Association of polychlorinated biphenyls (PCBs) with live algae and total lipids in rivers—a field-based approach

Abstract

The association of PCBs and live algal cells in rivers was studied at four locations during four seasons in two Wisconsin rivers. Positive relations between particle-associated PCBs and both chlorophyll-a and algal carbon concentrations indicated that live algal cells were a significant sorption phase for dissolved PCBs. Large Pennate diatoms ( Navicula, Synedra, Pinnularia, Diatoma, and Cocconeis), or more rarely, Euglenoids ( Trachelomonas sp .), dominated most sample assemblages on an algal carbon basis. These assemblages made up the highest percentage of total SOC during spring (average=50%) and lowest during summer (average=15%). At the three impounded sites, most individual PCB congeners were relatively enriched in samples characterized by: (1) high concentrations of algal carbon (as a percent of SOC), (2) algal assemblages dominated (or co-dominated) by Euglenoids, and (3) high concentrations of total lipids.

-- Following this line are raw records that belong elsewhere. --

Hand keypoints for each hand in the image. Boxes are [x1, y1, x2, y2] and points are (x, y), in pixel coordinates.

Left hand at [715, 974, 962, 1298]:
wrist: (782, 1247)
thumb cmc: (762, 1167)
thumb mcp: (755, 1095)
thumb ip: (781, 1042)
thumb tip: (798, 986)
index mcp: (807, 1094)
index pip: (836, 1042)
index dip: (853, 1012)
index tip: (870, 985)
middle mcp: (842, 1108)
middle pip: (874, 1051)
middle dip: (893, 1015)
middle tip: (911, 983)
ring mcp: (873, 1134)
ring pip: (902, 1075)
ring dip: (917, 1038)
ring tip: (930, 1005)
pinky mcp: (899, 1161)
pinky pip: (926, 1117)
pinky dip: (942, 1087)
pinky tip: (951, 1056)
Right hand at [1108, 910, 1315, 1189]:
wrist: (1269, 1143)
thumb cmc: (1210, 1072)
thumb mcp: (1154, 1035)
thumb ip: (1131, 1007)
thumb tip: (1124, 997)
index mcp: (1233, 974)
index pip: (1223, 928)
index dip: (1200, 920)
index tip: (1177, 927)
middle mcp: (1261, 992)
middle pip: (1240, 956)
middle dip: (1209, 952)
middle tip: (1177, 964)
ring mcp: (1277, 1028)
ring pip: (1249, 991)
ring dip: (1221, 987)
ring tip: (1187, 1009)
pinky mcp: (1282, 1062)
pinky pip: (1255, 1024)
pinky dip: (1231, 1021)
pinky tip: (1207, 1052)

Despite relatively higher masses of sorbed PCBs in the most lipid-rich samples, there was no robust correlation between total lipid content and particle-associated PCBs when aggregating all samples from the study. A possible explanation is that PCBs are associated with other structural components in live algae and (or) departure from chemical equilibrium in the river due to algal growth kinetics. A kinetic uptake model was used to calculate the mass of PCBs associated with the total organic carbon content of live algae. Based on this model, PCBs were enriched in algal cells during bloom seasons (spring and fall) compared to non-bloom seasons (summer and winter). Further, although individual PCB congener partition coefficients (log) to live algal cells (range=5.3–6.4) overlapped to those for detritus (range=3.6–7.4), PCBs tended to be enriched in detrital carbon pools during non-bloom conditions. The larger range of estimated PCB partition coefficients for detritus likely reflects the more heterogeneous nature of this material compared to live algal cells.